Eurovision Song Contest 2024 entry
- Country: Estonia
- Artists: 5miinust and Puuluup
- Language: Estonian
- Composers: Kim Wennerström; Marko Veisson; Ramo Teder;
- Lyricists: Kristjan "Kohver" Jakobson; Priit "Lancelot" Tomson; Mihkel "Päevakoer" Tamm; Karl "Põhja Korea" Kivastik;

Finals performance
- Semi-final result: 6th
- Semi-final points: 79
- Final result: 20th
- Final points: 37

Entry chronology
- ◄ "Bridges" (2023)
- "Espresso macchiato" (2025) ►

Official performance video
- "(Nendest) narkootikumidest ei tea me (küll) midagi" (Second Semi-Final) on YouTube "(Nendest) narkootikumidest ei tea me (küll) midagi" (Grand Final) on YouTube

= (Nendest) narkootikumidest ei tea me (küll) midagi =

2024 song by 5miinust and Puuluup

"(Nendest) narkootikumidest ei tea me (küll) midagi" (/et/; (Note: Word-for-word translation: "(about) (These) drugs do-not know we (sure) anything")) is a collaborative song by Estonian hip hop group 5miinust and Estonian folk duo Puuluup, released on 8 December 2023 by Universal Music Oy. It was written by members of both groups. The song represented Estonia in the Eurovision Song Contest 2024, where it placed 20th with 37 points.
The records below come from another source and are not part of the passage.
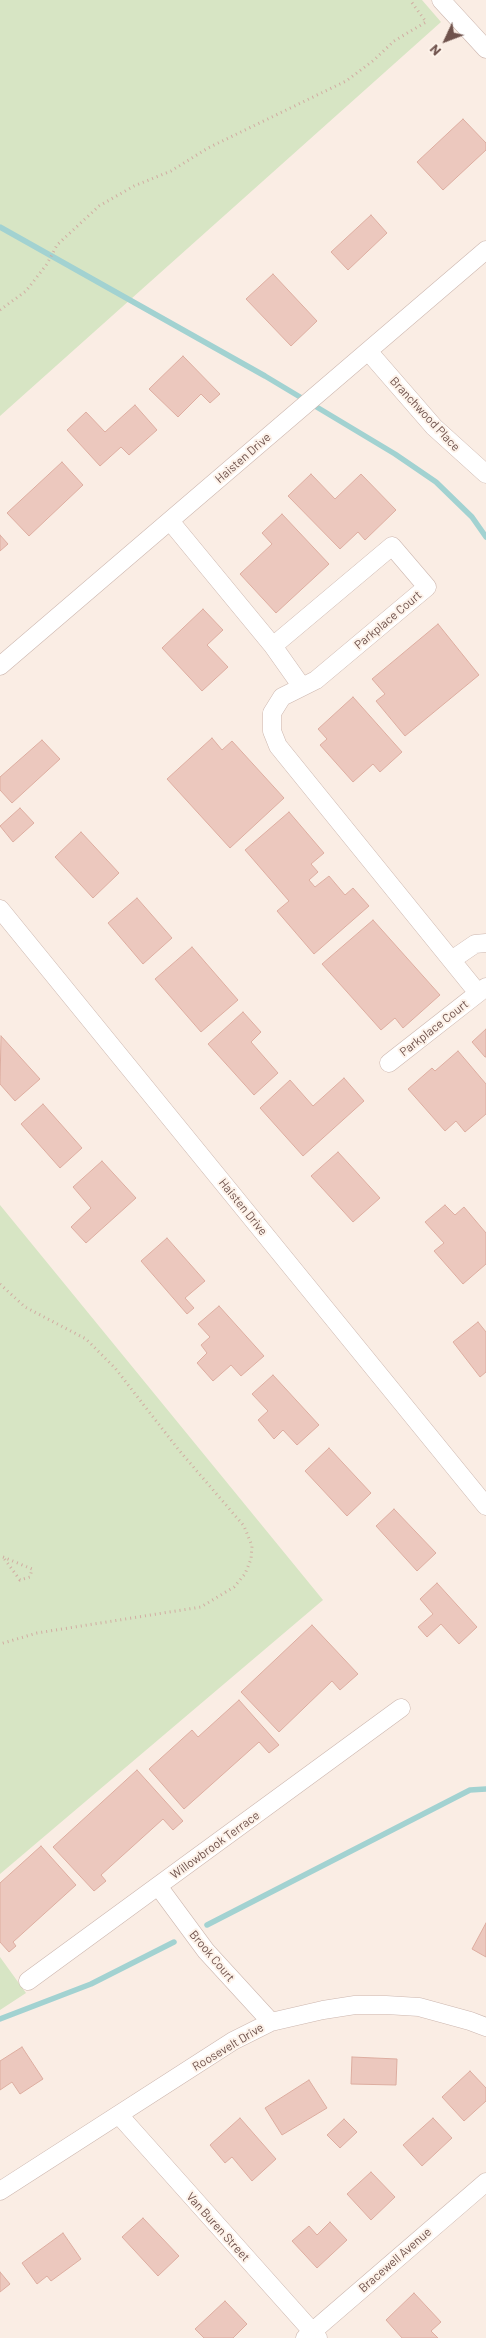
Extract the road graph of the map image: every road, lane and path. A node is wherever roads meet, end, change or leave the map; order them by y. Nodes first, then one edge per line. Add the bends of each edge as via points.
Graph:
1 (410, 0) edge
2 (441, 0) edge
3 (486, 49) edge
4 (486, 250) edge
5 (0, 310) edge
6 (368, 351) junction
7 (486, 474) edge
8 (170, 521) junction
9 (273, 646) junction
10 (0, 666) edge
11 (302, 687) junction
12 (0, 909) edge
13 (486, 943) edge
14 (453, 959) junction
15 (482, 990) edge
16 (389, 1063) dead end
17 (0, 1284) edge
18 (486, 1506) edge
19 (2, 1556) edge
20 (0, 1644) edge
21 (401, 1708) dead end
22 (158, 1886) junction
23 (28, 1981) dead end
24 (270, 2022) junction
25 (486, 2028) edge
26 (119, 2115) junction
27 (486, 2182) edge
28 (0, 2191) edge
29 (311, 2336) edge

1 - 5 path via 426,22 394,41 346,82 208,148 171,171 134,186 99,206 57,245 26,291
2 - 3 street
4 - 6 street, Haisten Drive
6 - 7 street, Branchwood Place via 434,427
6 - 8 street, Haisten Drive
8 - 9 street
8 - 10 street, Haisten Drive
9 - 11 street
9 - 11 street, Parkplace Court via 392,546 427,587 316,680
11 - 14 street, Parkplace Court via 282,697 272,713 272,731 278,746
12 - 18 street, Haisten Drive
13 - 14 street via 475,944
14 - 15 street, Parkplace Court
15 - 16 street, Parkplace Court
17 - 20 path via 26,1307 86,1339 115,1368 244,1526 252,1546 245,1574 234,1587 200,1607 37,1633
19 - 19 path via 20,1580 30,1578 32,1569
21 - 22 street, Willowbrook Terrace
22 - 23 street, Willowbrook Terrace
22 - 24 street, Brook Court via 206,1951
24 - 25 street, Roosevelt Drive via 355,2005 386,2005 419,2007
24 - 26 street, Roosevelt Drive via 233,2041
26 - 28 street, Roosevelt Drive
26 - 29 street, Van Buren Street
27 - 29 street, Bracewell Avenue

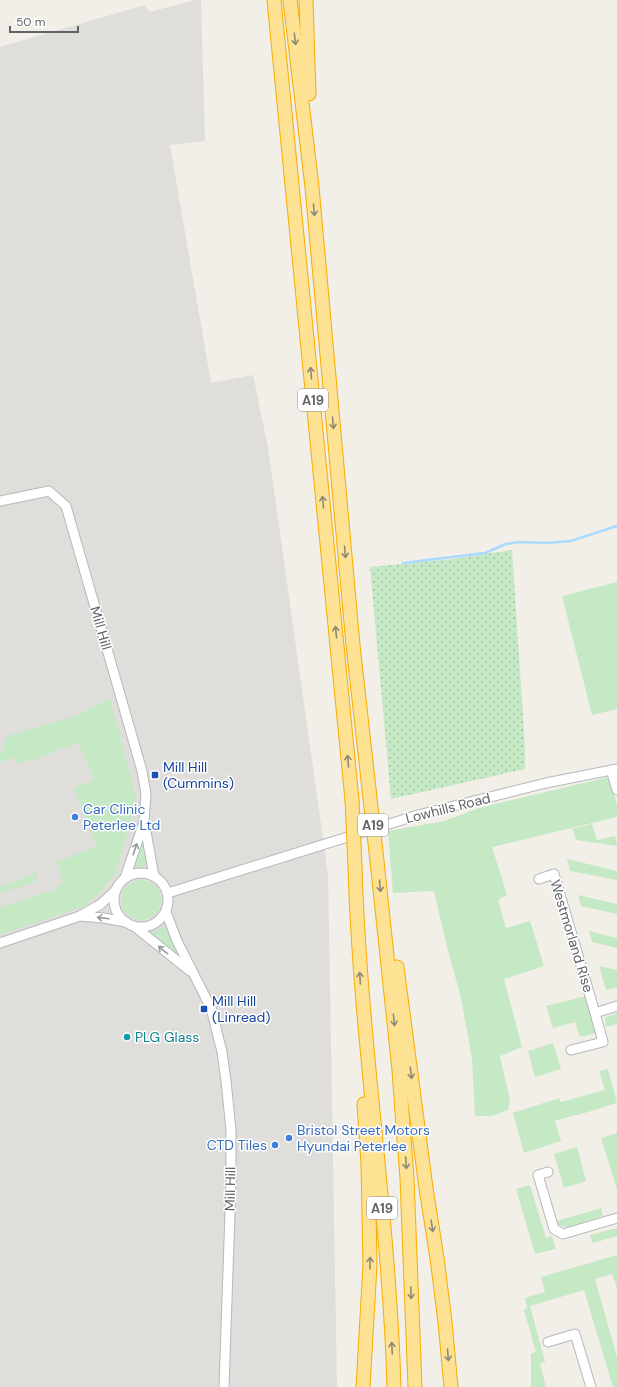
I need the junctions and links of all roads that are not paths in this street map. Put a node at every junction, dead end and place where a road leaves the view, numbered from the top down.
1 (274, 0) edge
2 (290, 0) edge
3 (306, 0) edge
4 (312, 187) junction
5 (0, 501) edge
6 (614, 769) edge
7 (617, 790) edge
8 (144, 821) junction
9 (154, 876) junction
10 (125, 878) junction
11 (539, 879) dead end
12 (115, 891) junction
13 (168, 893) junction
14 (382, 911) junction
15 (166, 912) junction
16 (80, 916) junction
17 (130, 924) junction
18 (0, 943) edge
19 (192, 973) junction
20 (617, 1006) edge
21 (595, 1013) junction
22 (365, 1030) junction
23 (571, 1050) dead end
24 (548, 1172) dead end
25 (617, 1218) edge
26 (548, 1342) dead end
27 (224, 1387) edge
28 (363, 1387) edge
29 (394, 1387) edge
30 (415, 1387) edge
31 (451, 1387) edge
32 (591, 1387) edge

22 -> 1 highway, A19, bridge
2 -> 4 highway, A19
3 - 4 highway
4 -> 14 highway, A19, bridge
5 - 8 street, Mill Hill
6 - 7 street
6 - 13 street, Lowhills Road
8 - 9 street, Mill Hill
10 -> 8 street, Mill Hill
9 - 10 street
9 - 13 street
10 - 12 street
11 - 21 street, Westmorland Rise
12 - 16 street
12 - 17 street
13 - 15 street
14 -> 30 highway, A19
14 -> 31 highway
15 - 17 street
15 - 19 street, Mill Hill
17 -> 16 street
16 - 18 street
19 -> 17 street, Mill Hill
19 - 27 street, Mill Hill
20 - 21 street
21 - 23 street, Westmorland Rise
28 -> 22 highway
29 -> 22 highway, A19
24 - 25 street
26 - 32 street

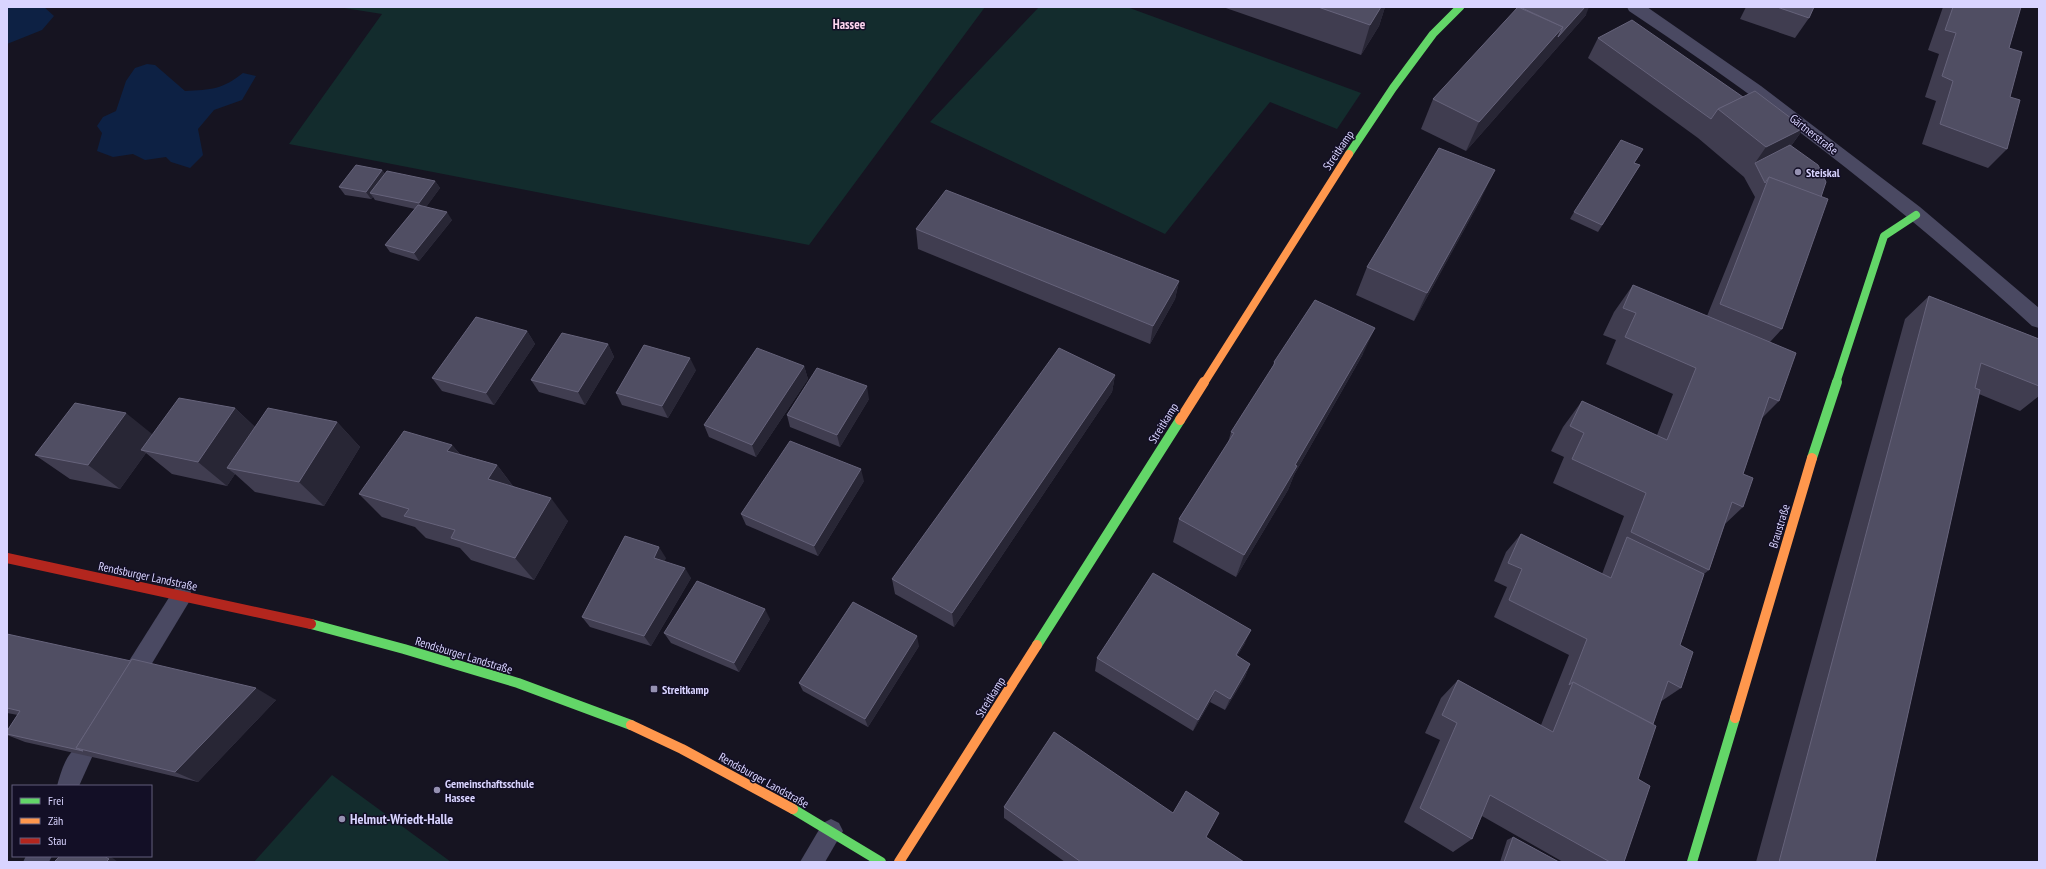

The song has been described as one that satirises police targeting society's lower class in drug raids. Critical response to "(Nendest) narkootikumidest ei tea me (küll) midagi" has drawn highly polarised, mostly negative reviews by Eurovision beat reporters. Various outlets deemed the song to be messy and confusing, some ranking it among the bottom-worst entries of the competition. Others praised the song and its humour, and even some sceptical reviews pointed to the enthusiastic audience participation.

The song entered the top 20 in all official charts across Baltic states.

== Background and composition ==
"(Nendest) narkootikumidest ei tea me (küll) midagi" was composed by the members of Puuluup: Marko Veisson and Ramo Teder, and was written by the members of 5miinust: Estoni Kohver, Päevakoer, Põhja-Korea, and Lancelot, along with Kim Wennerström. According to Veisson and Korea, the song was inspired by a journey that the two took. While on the journey, Veisson reportedly told Korea that he did not "know anything about [Korea's] drugs". It also drew inspiration from a 1980 song that referenced poppies and ducks, which is used as a political metaphor; the poppy in used within the song to reference the upper class along with heroin, and ducks were used to refer to the lower class.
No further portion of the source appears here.